_WHAT YOU WILL DO:_ Using the data below, copy each line that includes the word "栄町通り".

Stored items
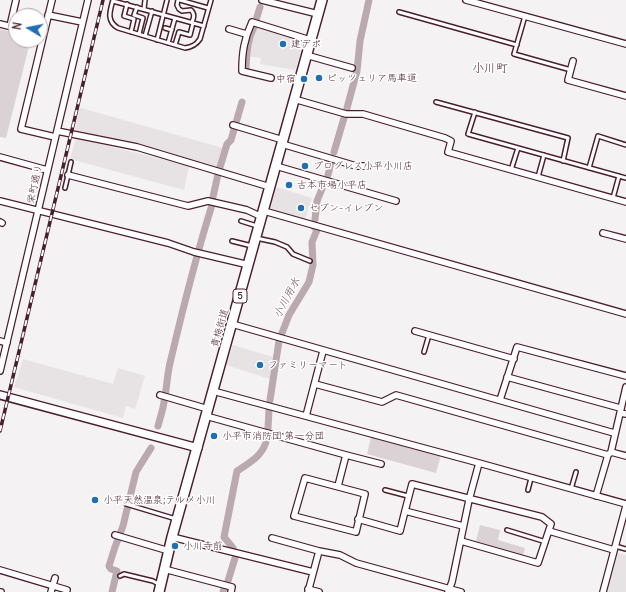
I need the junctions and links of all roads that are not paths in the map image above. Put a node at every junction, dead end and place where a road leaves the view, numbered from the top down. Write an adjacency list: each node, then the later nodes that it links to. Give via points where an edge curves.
1 (52, 0): 21 (street)
2 (88, 0): 24 (street, 栄町通り)
3 (113, 0): 12 (lane); 32 (lane, via 110,21 113,26)
4 (145, 0): 16 (lane)
5 (167, 0): 19 (lane)
6 (179, 0): 13 (lane); 26 (lane, via 178,10 193,12)
7 (198, 0): 13 (lane)
8 (211, 0): 15 (lane)
9 (262, 0): 20 (street)
10 (322, 0): 20 (main road, 青梅街道 / 5)
11 (466, 0): 22 (street)
12 (127, 4): 14 (lane); 32 (lane, via 124,16 134,19)
13 (197, 5): 15 (lane)
14 (137, 7): 16 (lane); 33 (lane, via 134,15 143,18)
15 (208, 8): 28 (lane)
16 (144, 9): 17 (lane)
17 (152, 11): 19 (lane); 25 (lane)
18 (399, 12): 41 (lane)
19 (164, 14): 23 (lane); 36 (lane)
20 (318, 14): 37 (main road, 青梅街道 / 5)
21 (48, 15): 24 (street)
22 (525, 16): 39 (street); 41 (lane)
23 (175, 18): 26 (lane); 31 (lane)
24 (82, 22): 53 (street, 栄町通り)
25 (149, 23): 27 (lane); 35 (lane)
26 (193, 23): 28 (lane); 40 (lane, via 190,35 179,32)
27 (154, 25)
28 (204, 26): 40 (lane, via 197,44 185,48)
29 (166, 28): 31 (lane)
30 (229, 29): 34 (street)
31 (172, 30): 38 (lane)
32 (131, 32): 33 (lane)
33 (139, 34): 35 (lane)
34 (246, 34): 37 (street, via 252,22); 47 (street, via 242,71)
35 (145, 36): 36 (lane)
36 (157, 40): 38 (lane)
37 (310, 40): 43 (main road, 青梅街道 / 5)
38 (168, 43): 40 (lane)
39 (626, 44)
40 (175, 45)
41 (516, 45): 46 (lane, via 514,54)
42 (38, 48): 54 (street, via 21,129)
43 (306, 55): 45 (street); 49 (main road, 青梅街道 / 5)
44 (573, 61): 46 (street)
45 (352, 68)
46 (571, 70): 48 (street, via 568,80)
47 (271, 78)
48 (626, 96)
49 (294, 99): 55 (main road, 青梅街道 / 5); 66 (street, via 346,114 363,114 445,138 450,141 448,152)
50 (436, 102): 51 (lane)
51 (475, 112): 57 (lane, via 468,134); 60 (lane, via 568,138)
52 (236, 126): 55 (street)
53 (57, 131): 54 (street, 栄町通り); 71 (street, via 137,147)
54 (55, 137): 65 (street, 栄町通り)
55 (282, 142): 62 (main road, 青梅街道 / 5); 63 (street, via 356,166)
56 (626, 145): 64 (lane, via 598,136)
57 (518, 148): 58 (lane); 66 (lane)
58 (544, 155): 60 (lane); 69 (lane)
59 (0, 157): 65 (street)
60 (562, 161): 64 (lane)
61 (71, 162): 67 (lane)
62 (276, 166): 71 (main road, 青梅街道 / 5); 75 (street)
63 (368, 166)
64 (589, 168): 68 (lane)
65 (48, 170): 77 (street, 栄町通り)
66 (511, 170): 69 (street)
67 (68, 175): 72 (lane); 78 (street, via 188,206 208,201)
68 (619, 176): 70 (lane); 73 (lane)
69 (538, 178): 73 (street)
70 (626, 178)
71 (270, 187): 78 (main road, 青梅街道 / 5)
72 (65, 188)
73 (612, 198): 76 (street)
74 (0, 201): 77 (street)
75 (396, 201)
76 (626, 202)
77 (38, 211): 86 (street); 92 (street, 栄町通り)
78 (263, 214): 80 (main road, 青梅街道 / 5); 87 (street)
79 (241, 221): 80 (lane)
80 (260, 227): 84 (main road, 青梅街道 / 5)
81 (603, 233): 82 (street)
82 (626, 239)
83 (232, 241): 84 (lane)
84 (255, 242): 85 (lane, via 275,242); 86 (main road, 青梅街道 / 5)
85 (310, 261)
86 (249, 265): 88 (main road, 青梅街道 / 5)
87 (626, 314)
88 (232, 324): 93 (street); 101 (main road, 青梅街道 / 5)
89 (415, 331): 90 (street)
90 (428, 335): 94 (lane); 95 (street)
91 (0, 341): 92 (street)
92 (7, 343): 96 (street, 栄町通り)
93 (323, 351): 99 (street); 104 (street)
94 (424, 352)
95 (514, 359): 97 (street, via 517,347); 98 (street)
96 (0, 371)
97 (626, 376)
98 (507, 377): 104 (street); 105 (street)
99 (315, 384): 107 (street); 110 (street, via 382,402 396,395)
100 (626, 387): 105 (street)
101 (213, 391): 106 (main road, 青梅街道 / 5); 107 (street)
102 (0, 395): 109 (street)
103 (160, 395): 106 (street)
104 (500, 400): 108 (street)
105 (622, 412): 108 (street)
106 (207, 413): 109 (main road, 青梅街道 / 5); 111 (street)
107 (306, 416): 113 (street)
108 (614, 433): 110 (street)
109 (198, 448): 128 (main road, 青梅街道 / 5)
110 (609, 453): 112 (street); 122 (street)
111 (346, 455): 114 (street); 117 (street)
112 (626, 456)
113 (479, 463): 116 (street); 123 (street)
114 (380, 464)
115 (576, 472): 118 (lane)
116 (531, 478): 118 (street); 120 (lane)
117 (338, 486): 127 (street, via 365,494); 127 (street, via 305,478 294,516 356,532)
118 (572, 489): 122 (street)
119 (385, 490): 121 (lane)
120 (528, 490)
121 (408, 496): 123 (street, via 412,484); 126 (street)
122 (596, 496): 125 (street)
123 (469, 500): 129 (street); 131 (street, via 542,517 551,524)
124 (128, 505): 128 (lane)
125 (626, 505): 137 (street)
126 (405, 511): 127 (street, via 400,531); 129 (street)
127 (358, 519)
128 (177, 520): 133 (main road, 青梅街道 / 5)
129 (463, 526): 135 (street)
130 (507, 530): 136 (lane)
131 (549, 531): 136 (street); 137 (street)
132 (118, 536): 140 (street)
133 (172, 537): 140 (main road, 青梅街道 / 5); 143 (street)
134 (272, 538): 139 (street)
135 (461, 540): 136 (street, via 538,563); 149 (street)
136 (546, 542)
137 (614, 548): 138 (lane); 155 (street)
138 (626, 549)
139 (319, 550): 143 (street); 149 (street)
140 (169, 551): 141 (main road, 青梅街道 / 5)
141 (164, 569): 147 (main road, 青梅街道 / 5); 152 (street, via 232,588)
142 (0, 570): 146 (street)
143 (313, 572): 150 (street)
144 (120, 576): 147 (lane, via 124,574 153,581)
145 (56, 578): 146 (street)
146 (53, 585): 148 (street); 151 (street)
147 (159, 588)
148 (67, 590)
149 (448, 590): 154 (street)
150 (308, 591): 153 (street)
151 (51, 592)
152 (231, 592)
153 (319, 592)
154 (461, 592)
155 (603, 592)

_RESULT OF THE EXERCISE:_
2 (88, 0): 24 (street, 栄町通り)
24 (82, 22): 53 (street, 栄町通り)
53 (57, 131): 54 (street, 栄町通り); 71 (street, via 137,147)
54 (55, 137): 65 (street, 栄町通り)
65 (48, 170): 77 (street, 栄町通り)
77 (38, 211): 86 (street); 92 (street, 栄町通り)
92 (7, 343): 96 (street, 栄町通り)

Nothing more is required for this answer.